Par ailleurs, de nouveaux besoins émergent dans nos territoires : vidéoprotection, bornes wifi, bornes de recharges de véhicules électriques… Les infrastructures d’éclairage sont de plus en plus sollicitées et devraient devenir à terme un des supports de mutualisation des équipements relatifs à ces nouveaux besoins.

C’est la raison pour laquelle il devient urgent d’accélérer la rénovation du réseau, et de le rendre communicant dans la perspective du développement et de l’aménagement des futurs territoires intelligents. L’éclairage public est un des acteurs majeurs de la transition écologique et un levier d’action permettant de limiter les nuisances lumineuses et les consommations énergétiques. Ce guide édité par l’ADEME devrait permettre aux lecteurs de mieux connaître le parc d’éclairage public, d’en appréhender davantage les enjeux et de devenir acteurs de sa transformation.

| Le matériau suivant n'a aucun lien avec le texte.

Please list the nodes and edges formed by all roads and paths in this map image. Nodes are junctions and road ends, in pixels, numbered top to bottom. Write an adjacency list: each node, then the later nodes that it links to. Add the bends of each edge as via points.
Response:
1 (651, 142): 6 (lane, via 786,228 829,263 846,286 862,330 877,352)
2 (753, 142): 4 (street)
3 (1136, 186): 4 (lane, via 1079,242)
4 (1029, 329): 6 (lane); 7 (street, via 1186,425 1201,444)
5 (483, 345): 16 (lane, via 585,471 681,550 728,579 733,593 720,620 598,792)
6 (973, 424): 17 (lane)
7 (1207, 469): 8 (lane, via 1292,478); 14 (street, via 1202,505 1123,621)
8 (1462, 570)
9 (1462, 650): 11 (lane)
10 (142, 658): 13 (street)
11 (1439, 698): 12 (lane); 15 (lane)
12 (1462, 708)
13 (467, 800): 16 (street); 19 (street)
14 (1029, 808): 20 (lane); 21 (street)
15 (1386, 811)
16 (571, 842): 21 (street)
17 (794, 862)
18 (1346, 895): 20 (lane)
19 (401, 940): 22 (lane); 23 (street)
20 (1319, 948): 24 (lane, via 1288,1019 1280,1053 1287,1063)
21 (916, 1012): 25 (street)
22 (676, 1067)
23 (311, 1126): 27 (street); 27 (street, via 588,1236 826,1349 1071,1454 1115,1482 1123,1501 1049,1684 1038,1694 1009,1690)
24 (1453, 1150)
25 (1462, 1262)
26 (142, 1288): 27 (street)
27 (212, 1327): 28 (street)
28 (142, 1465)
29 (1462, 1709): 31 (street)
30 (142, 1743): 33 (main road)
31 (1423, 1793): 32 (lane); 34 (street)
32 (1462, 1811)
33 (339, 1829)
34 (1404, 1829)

À télécharger : ademe-eclairage-exterieur-2021.pdf (3,9 Mio)

1 - état des lieux

L’éclairage extérieur comprend des installations privées et publiques. C’est à ces dernières que se rapporte cet état des lieux. L’éclairage public représente l’ensemble des moyens d’éclairage mis en œuvre pour favoriser la sécurité des déplacements, des personnes et des biens, le confort des usagers et la mise en valeur des espaces dans le domaine public. Si l’éclairage public est majoritairement géré en régie, selon le rapport de la Cour des comptes de 2021, 30 % des communes ont transféré cette compétence (investissement et/ou exploitation) à un groupement de communes, ou à un syndicat local d’énergie. L’enjeu est important puisque l’éclairage public est le deuxième poste de consommation d’énergie des communes après les bâtiments, avec 12 % des consommations et 18 % des coûts d’énergie. Ce qui représente 32 % de la consommation d’électricité des communes de métropole pour 31 % des dépenses d’électricité, et respectivement 46 % et 38 % pour les communes d’outre-mer.

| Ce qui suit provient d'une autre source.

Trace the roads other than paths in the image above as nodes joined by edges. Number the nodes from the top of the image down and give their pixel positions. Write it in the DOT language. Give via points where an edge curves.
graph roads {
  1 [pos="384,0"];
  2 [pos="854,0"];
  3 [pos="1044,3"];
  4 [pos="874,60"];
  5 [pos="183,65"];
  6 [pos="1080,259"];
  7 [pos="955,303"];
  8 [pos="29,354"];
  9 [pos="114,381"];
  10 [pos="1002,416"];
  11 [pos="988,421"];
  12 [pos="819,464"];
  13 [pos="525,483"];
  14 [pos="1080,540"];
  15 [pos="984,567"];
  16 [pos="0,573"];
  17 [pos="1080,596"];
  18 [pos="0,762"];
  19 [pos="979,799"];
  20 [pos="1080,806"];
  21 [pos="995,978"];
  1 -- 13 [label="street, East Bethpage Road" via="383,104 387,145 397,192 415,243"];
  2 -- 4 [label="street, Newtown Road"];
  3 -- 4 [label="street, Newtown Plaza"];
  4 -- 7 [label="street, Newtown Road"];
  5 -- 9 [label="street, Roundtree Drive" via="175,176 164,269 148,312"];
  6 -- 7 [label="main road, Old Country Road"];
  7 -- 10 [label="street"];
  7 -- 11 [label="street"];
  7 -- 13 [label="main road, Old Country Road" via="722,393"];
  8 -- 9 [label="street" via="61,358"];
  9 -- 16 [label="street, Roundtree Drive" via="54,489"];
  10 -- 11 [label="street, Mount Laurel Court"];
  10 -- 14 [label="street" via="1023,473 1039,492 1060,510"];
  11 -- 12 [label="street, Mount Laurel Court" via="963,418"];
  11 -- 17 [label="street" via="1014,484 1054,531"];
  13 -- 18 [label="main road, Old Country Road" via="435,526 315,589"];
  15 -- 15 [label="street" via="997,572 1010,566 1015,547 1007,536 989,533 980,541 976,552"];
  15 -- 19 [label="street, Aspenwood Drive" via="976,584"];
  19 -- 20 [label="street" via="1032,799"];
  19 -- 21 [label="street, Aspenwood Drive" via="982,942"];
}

On compte environ 30 points lumineux par kilomètre de voies éclairées (en constante diminution depuis une quinzaine d’années) et environ 160 points lumineux pour 1 000 habitants. Le nombre de points lumineux ramené au kilomètre de voies éclairées est évidemment plus faible dans les petites communes que dans les grandes villes. À l’inverse, les kilomètres de voies éclairées pour 1 000 habitants sont plus élevés dans les petites communes, conséquence de la moindre densité de l’habitat. L’éclairage public représente un potentiel d’économies d’énergie pour les collectivités et par conséquent pour les citoyens, évalué entre 50 et 80 %.

A. Un parc obsolète

Trop de luminaires installés ont plus de 25 ans et seulement 3 à 5 % sont remplacés chaque année, ce qui signifie qu’à ce rythme, il faudrait entre 20 et 30 ans pour renouveler l’ensemble du parc, estimé à 11 millions de points lumineux avec plusieurs technologies de sources de lumière. Les lampes utilisées varient assez peu selon la taille de la commune, les lampes au sodium étant partout encore majoritaires.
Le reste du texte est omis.